• [WHAT TO WORK ON]
All of the entries below, duplicated exactly, make up the answer.

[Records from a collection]
···
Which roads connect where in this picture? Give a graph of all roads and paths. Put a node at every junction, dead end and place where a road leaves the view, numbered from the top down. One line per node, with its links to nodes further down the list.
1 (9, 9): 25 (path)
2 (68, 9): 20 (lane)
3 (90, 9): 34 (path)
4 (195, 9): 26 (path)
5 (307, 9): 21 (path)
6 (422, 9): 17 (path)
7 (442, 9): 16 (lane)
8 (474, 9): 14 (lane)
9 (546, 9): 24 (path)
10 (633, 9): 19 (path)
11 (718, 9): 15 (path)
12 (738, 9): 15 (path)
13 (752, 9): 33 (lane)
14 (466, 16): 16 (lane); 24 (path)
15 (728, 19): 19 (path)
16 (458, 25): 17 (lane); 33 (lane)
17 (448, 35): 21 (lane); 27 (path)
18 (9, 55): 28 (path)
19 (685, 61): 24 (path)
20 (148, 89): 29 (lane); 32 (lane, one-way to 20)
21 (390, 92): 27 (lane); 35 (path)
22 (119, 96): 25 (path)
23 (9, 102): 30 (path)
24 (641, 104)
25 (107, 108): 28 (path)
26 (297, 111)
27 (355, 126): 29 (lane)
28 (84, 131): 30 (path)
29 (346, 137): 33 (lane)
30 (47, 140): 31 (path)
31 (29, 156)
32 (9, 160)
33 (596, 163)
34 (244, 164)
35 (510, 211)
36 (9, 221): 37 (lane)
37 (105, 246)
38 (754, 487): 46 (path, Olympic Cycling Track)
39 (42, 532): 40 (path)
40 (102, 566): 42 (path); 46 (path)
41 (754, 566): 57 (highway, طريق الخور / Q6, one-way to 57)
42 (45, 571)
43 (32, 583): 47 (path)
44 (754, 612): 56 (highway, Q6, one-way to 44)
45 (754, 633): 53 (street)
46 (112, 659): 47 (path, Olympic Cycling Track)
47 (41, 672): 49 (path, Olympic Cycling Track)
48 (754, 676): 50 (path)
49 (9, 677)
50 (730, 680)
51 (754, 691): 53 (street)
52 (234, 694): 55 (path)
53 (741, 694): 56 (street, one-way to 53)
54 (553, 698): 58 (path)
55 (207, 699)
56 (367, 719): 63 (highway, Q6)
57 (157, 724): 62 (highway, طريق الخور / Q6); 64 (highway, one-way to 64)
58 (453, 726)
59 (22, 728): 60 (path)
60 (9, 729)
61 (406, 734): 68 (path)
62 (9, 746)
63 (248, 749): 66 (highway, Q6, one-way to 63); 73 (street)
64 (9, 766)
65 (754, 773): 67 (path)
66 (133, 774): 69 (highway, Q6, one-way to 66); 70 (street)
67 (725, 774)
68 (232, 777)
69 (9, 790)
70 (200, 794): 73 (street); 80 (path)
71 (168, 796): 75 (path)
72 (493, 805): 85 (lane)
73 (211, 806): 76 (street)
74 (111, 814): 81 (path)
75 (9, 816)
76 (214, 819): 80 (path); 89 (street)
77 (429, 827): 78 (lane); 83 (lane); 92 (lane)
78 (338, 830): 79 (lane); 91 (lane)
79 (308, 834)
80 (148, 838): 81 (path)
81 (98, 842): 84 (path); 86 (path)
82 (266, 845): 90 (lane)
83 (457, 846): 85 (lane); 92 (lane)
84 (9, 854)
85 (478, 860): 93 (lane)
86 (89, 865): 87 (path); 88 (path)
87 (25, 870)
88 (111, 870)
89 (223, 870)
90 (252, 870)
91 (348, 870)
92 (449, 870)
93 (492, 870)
···
• [REPLY]
Which roads connect where in this picture? Give a graph of all roads and paths. Put a node at every junction, dead end and place where a road leaves the view, numbered from the top down. One line per node, with its links to nodes further down the list.
1 (9, 9): 25 (path)
2 (68, 9): 20 (lane)
3 (90, 9): 34 (path)
4 (195, 9): 26 (path)
5 (307, 9): 21 (path)
6 (422, 9): 17 (path)
7 (442, 9): 16 (lane)
8 (474, 9): 14 (lane)
9 (546, 9): 24 (path)
10 (633, 9): 19 (path)
11 (718, 9): 15 (path)
12 (738, 9): 15 (path)
13 (752, 9): 33 (lane)
14 (466, 16): 16 (lane); 24 (path)
15 (728, 19): 19 (path)
16 (458, 25): 17 (lane); 33 (lane)
17 (448, 35): 21 (lane); 27 (path)
18 (9, 55): 28 (path)
19 (685, 61): 24 (path)
20 (148, 89): 29 (lane); 32 (lane, one-way to 20)
21 (390, 92): 27 (lane); 35 (path)
22 (119, 96): 25 (path)
23 (9, 102): 30 (path)
24 (641, 104)
25 (107, 108): 28 (path)
26 (297, 111)
27 (355, 126): 29 (lane)
28 (84, 131): 30 (path)
29 (346, 137): 33 (lane)
30 (47, 140): 31 (path)
31 (29, 156)
32 (9, 160)
33 (596, 163)
34 (244, 164)
35 (510, 211)
36 (9, 221): 37 (lane)
37 (105, 246)
38 (754, 487): 46 (path, Olympic Cycling Track)
39 (42, 532): 40 (path)
40 (102, 566): 42 (path); 46 (path)
41 (754, 566): 57 (highway, طريق الخور / Q6, one-way to 57)
42 (45, 571)
43 (32, 583): 47 (path)
44 (754, 612): 56 (highway, Q6, one-way to 44)
45 (754, 633): 53 (street)
46 (112, 659): 47 (path, Olympic Cycling Track)
47 (41, 672): 49 (path, Olympic Cycling Track)
48 (754, 676): 50 (path)
49 (9, 677)
50 (730, 680)
51 (754, 691): 53 (street)
52 (234, 694): 55 (path)
53 (741, 694): 56 (street, one-way to 53)
54 (553, 698): 58 (path)
55 (207, 699)
56 (367, 719): 63 (highway, Q6)
57 (157, 724): 62 (highway, طريق الخور / Q6); 64 (highway, one-way to 64)
58 (453, 726)
59 (22, 728): 60 (path)
60 (9, 729)
61 (406, 734): 68 (path)
62 (9, 746)
63 (248, 749): 66 (highway, Q6, one-way to 63); 73 (street)
64 (9, 766)
65 (754, 773): 67 (path)
66 (133, 774): 69 (highway, Q6, one-way to 66); 70 (street)
67 (725, 774)
68 (232, 777)
69 (9, 790)
70 (200, 794): 73 (street); 80 (path)
71 (168, 796): 75 (path)
72 (493, 805): 85 (lane)
73 (211, 806): 76 (street)
74 (111, 814): 81 (path)
75 (9, 816)
76 (214, 819): 80 (path); 89 (street)
77 (429, 827): 78 (lane); 83 (lane); 92 (lane)
78 (338, 830): 79 (lane); 91 (lane)
79 (308, 834)
80 (148, 838): 81 (path)
81 (98, 842): 84 (path); 86 (path)
82 (266, 845): 90 (lane)
83 (457, 846): 85 (lane); 92 (lane)
84 (9, 854)
85 (478, 860): 93 (lane)
86 (89, 865): 87 (path); 88 (path)
87 (25, 870)
88 (111, 870)
89 (223, 870)
90 (252, 870)
91 (348, 870)
92 (449, 870)
93 (492, 870)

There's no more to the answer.